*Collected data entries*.
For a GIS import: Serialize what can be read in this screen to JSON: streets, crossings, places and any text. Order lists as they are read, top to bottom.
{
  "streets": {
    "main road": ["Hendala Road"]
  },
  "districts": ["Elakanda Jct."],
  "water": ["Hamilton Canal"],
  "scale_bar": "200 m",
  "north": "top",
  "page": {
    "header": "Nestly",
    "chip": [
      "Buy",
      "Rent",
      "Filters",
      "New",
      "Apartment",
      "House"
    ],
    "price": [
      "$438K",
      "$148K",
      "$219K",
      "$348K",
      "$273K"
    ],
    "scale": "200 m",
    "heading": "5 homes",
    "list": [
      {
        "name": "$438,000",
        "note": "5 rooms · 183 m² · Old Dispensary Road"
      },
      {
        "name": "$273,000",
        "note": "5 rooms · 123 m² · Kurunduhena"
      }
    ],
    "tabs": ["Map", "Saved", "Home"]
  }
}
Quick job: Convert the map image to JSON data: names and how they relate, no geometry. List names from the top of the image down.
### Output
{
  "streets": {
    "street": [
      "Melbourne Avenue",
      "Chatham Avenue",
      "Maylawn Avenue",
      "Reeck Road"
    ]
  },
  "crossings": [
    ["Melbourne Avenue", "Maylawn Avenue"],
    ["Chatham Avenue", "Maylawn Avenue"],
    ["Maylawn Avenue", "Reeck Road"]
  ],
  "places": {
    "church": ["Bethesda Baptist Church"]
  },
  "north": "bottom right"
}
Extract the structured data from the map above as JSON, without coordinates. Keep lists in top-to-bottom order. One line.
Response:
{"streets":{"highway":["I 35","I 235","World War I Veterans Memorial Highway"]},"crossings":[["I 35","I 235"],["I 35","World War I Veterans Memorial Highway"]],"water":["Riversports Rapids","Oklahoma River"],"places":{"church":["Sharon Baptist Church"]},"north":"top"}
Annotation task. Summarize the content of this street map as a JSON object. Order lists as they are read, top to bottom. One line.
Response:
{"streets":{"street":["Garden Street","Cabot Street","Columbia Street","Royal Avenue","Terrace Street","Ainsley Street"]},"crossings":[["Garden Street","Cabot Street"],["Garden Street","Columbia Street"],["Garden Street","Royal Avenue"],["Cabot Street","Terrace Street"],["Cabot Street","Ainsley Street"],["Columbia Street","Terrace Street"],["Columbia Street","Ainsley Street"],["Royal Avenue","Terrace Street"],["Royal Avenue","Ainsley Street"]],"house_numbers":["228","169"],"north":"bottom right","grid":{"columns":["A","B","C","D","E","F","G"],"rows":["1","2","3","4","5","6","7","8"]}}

*What the exercise asks*.
From the line that contains "Annotation task. Summarize" to the last line of the data, write out each line exactly and add nothing.

*Result of this task*.
Annotation task. Summarize the content of this street map as a JSON object. Order lists as they are read, top to bottom. One line.
Response:
{"streets":{"street":["Garden Street","Cabot Street","Columbia Street","Royal Avenue","Terrace Street","Ainsley Street"]},"crossings":[["Garden Street","Cabot Street"],["Garden Street","Columbia Street"],["Garden Street","Royal Avenue"],["Cabot Street","Terrace Street"],["Cabot Street","Ainsley Street"],["Columbia Street","Terrace Street"],["Columbia Street","Ainsley Street"],["Royal Avenue","Terrace Street"],["Royal Avenue","Ainsley Street"]],"house_numbers":["228","169"],"north":"bottom right","grid":{"columns":["A","B","C","D","E","F","G"],"rows":["1","2","3","4","5","6","7","8"]}}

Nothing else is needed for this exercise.